No doubt the hospitals need the revenue with 43% of them being in the red, some sell their payables out to be auctioned off too. The insurance companies are the only ones with maybe 2-3 trillion maybe sitting in “rainy day” funds while the rest struggle. Those reserve accounts are required by law and many states have also questioned the amounts in said funds too relative to perhaps more than what is required by law. These are the “just in case” funds. Once more it’s pitting the patient against the medical system they need for healthcare. Last year Mayo broke even for the year and that would not have occurred without the sale of a facility in Florida it was reported earlier this year. BD
Some Cleveland Clinic patients are so mad about a fee that recently began showing up on their outpatient bills that they're complaining to the hospital, their insurance companies, even members of Congress.
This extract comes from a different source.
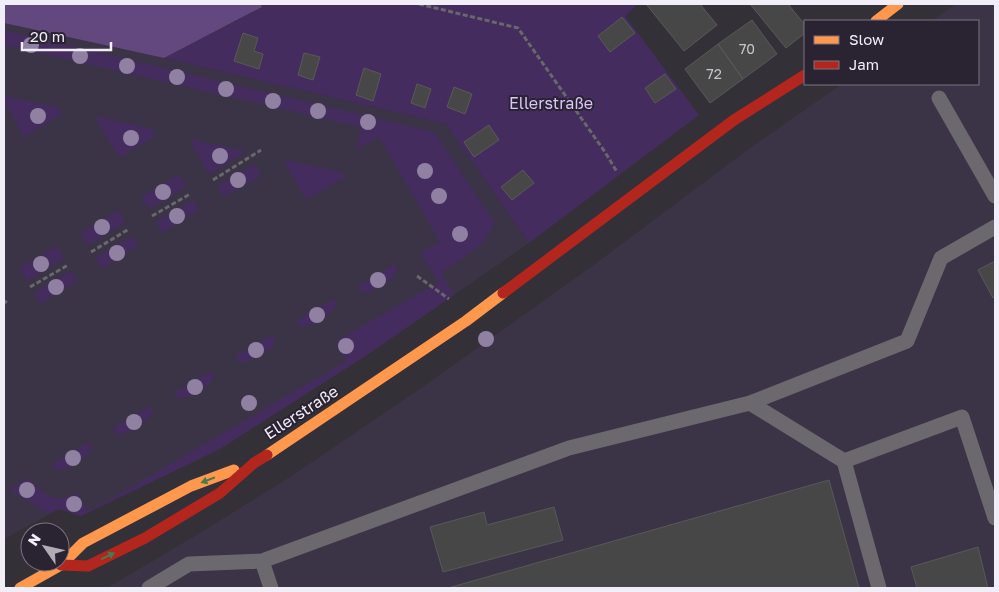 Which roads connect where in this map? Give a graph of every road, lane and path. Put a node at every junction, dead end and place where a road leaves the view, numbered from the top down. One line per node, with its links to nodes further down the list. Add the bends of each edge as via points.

In the current economy, they say, the charge is one more expense they can't afford.
The Clinic isn't the only hospital that charges the "facility fee" or "hospital services fee" for doctor visits and other services it provides at its outlying medical centers. MetroHealth Medical Center, University Hospitals Case Medical Center, and Lake Health (formerly Lake Hospital System) charge them in some cases, too.
So do hundreds of other hospitals across the country. And they have for years.
Facility fees, as their name implies, help hospitals pay for overhead costs including building maintenance, equipment, supplies, staff salaries, streamlined transfer of records and subsidized care for the poor. The fees vary tremendously, depending on whether a patient gets an injection or has surgery.
Hospitals say they need them to survive.
Health-care experts say patients can avoid the fee by choosing doctors in private practice instead of those in hospital-owned practices. Some patients say that's exactly what they're going to do. One billing consultant's Web site says facility fees typically bring a hospital an additional $30,000 a year -- per doctor.